Faculty of Medicine and University Hospital, Department of Palliative Medicine, University of Cologne, Cologne, Germany.
BMC Palliat Care. 2022 Apr 29;21(1):58. doi: 10.1186/s12904-022-00950-3.
The perception of being closer to death can be experienced due to old age or life-limiting diseases, and can pose profound existential challenges. Actively confronting death-related issues and existential questions may increase psychosocial comfort and stimulate personal growth, whereas dysfunctional coping may lead to existential distress. To date, research on individual and (semi-)professional approaches to confronting the own end of life and the effects on one's well-being remain scarce. Therefore, the aim of this study was to explore individual strategies and wishes in order to derive ideas for appropriate support concepts.
Twenty semi-structured interviews were conducted with people over the age of 80 (n = 11) and with a life-limiting disease (n = 10). The interviews were transcribed verbatim and independently coded by two researchers according to Braun and Clarke's thematic analysis approach.

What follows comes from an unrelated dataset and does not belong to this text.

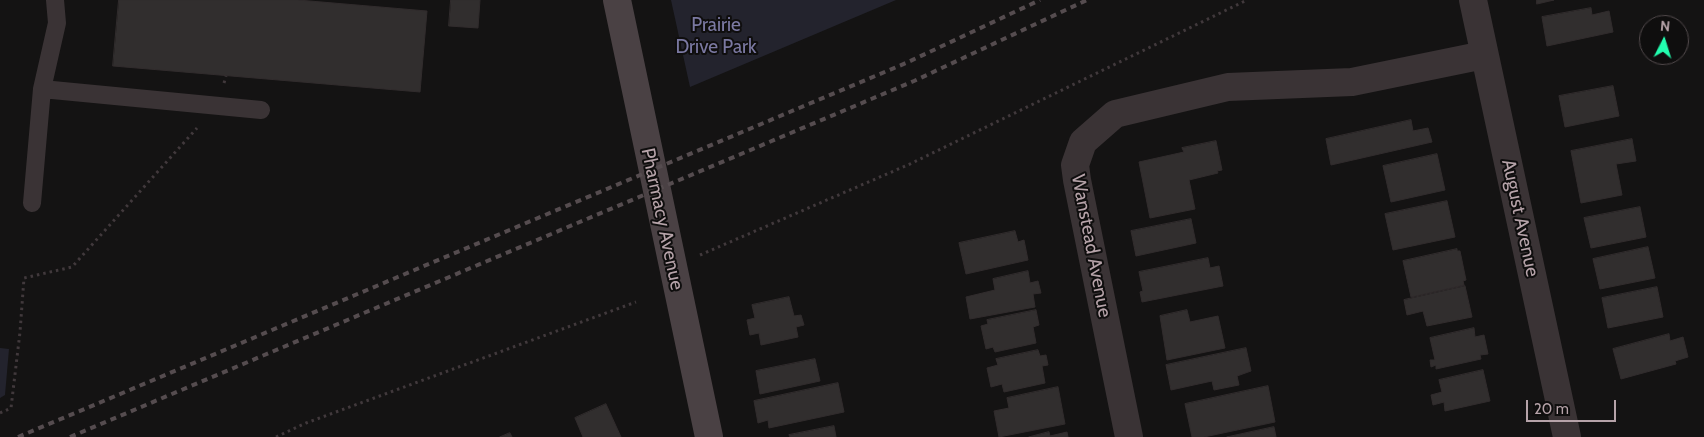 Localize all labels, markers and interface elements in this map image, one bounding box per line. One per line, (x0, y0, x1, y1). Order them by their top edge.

While the use of (semi-)professional approaches (e.g., therapeutic support) to confronting existential questions in the shape of one's impending death was rare, individual coping strategies did have a positive impact on psychosocial comfort. There were hardly any significant differences between the participants aged 80 and over and those with a life-limiting disease in terms of individual coping strategies or how they approached the ends of their lives. Both groups reported that theoretical education, preparing for the ends of their lives (e.g., funerals), talking about death-related topics, reflecting on death-related topics, and contemplating death in a spiritual sense had positive effects on their assurance, self-determination and relief. The necessity of confrontation and a desire for low-threshold, accessible and flexible services to meet their existential and spiritual needs were highlighted.
There is both a desire and a need for the addressing of existential questions. Outside of private contexts, however, the participants possessed little awareness of support services that focused on confronting end-of-life issues, and rarely used such services. Efforts to raise awareness for psychosocial and spiritual needs should be implemented within the care system, together with low-threshold support concepts, in order to increase psychosocial well-being. More research evaluating individual approaches to confronting the own end of life are needed to better understand this determinant of well-being and its mechanisms of action.
www.germanctr.de , DRKS-ID: DRKS00020577 .
由于年老或患有绝症,人们可能会感觉到自己离死亡更近了,这会带来深刻的存在主义挑战。积极面对与死亡相关的问题和存在主义问题可能会增加心理社会舒适度并激发个人成长,而功能失调的应对方式则可能导致存在主义困扰。迄今为止,关于个体和(半)专业方法来面对自己生命的尽头以及对幸福感的影响的研究仍然很少。因此,本研究的目的是探索个体策略和愿望,以得出适当支持概念的想法。
对 80 岁以上的人(n=11)和患有绝症的人(n=10)进行了 20 次半结构化访谈。访谈记录逐字转录,并由两位研究人员根据 Braun 和 Clarke 的主题分析方法进行独立编码。
虽然很少有人使用(半)专业方法(例如,治疗支持)来面对即将到来的死亡所带来的存在主义问题,但个体应对策略确实对心理社会舒适度产生了积极影响。在个体应对策略或他们如何接近生命的尽头方面,80 岁以上的参与者和患有绝症的参与者之间几乎没有明显差异。两组参与者都报告说,理论教育、为生命的尽头做准备(例如葬礼)、谈论与死亡相关的话题、反思与死亡相关的话题以及从精神层面思考死亡对他们的安全感、自我决定和缓解都有积极的影响。他们强调需要面对,并渴望获得低门槛、可及且灵活的服务,以满足他们的存在主义和精神需求。
人们既渴望又需要解决存在主义问题。然而,在私人环境之外,参与者对专注于处理临终问题的支持服务几乎没有什么认识,也很少使用此类服务。应该在护理系统中共同实施提高对心理社会和精神需求的认识,并结合低门槛的支持概念,以提高心理社会幸福感。需要进行更多研究来评估个体面对自己生命尽头的方法,以更好地理解这一幸福感决定因素及其作用机制。
www.germanctr.de ,DRKS-ID:DRKS00020577。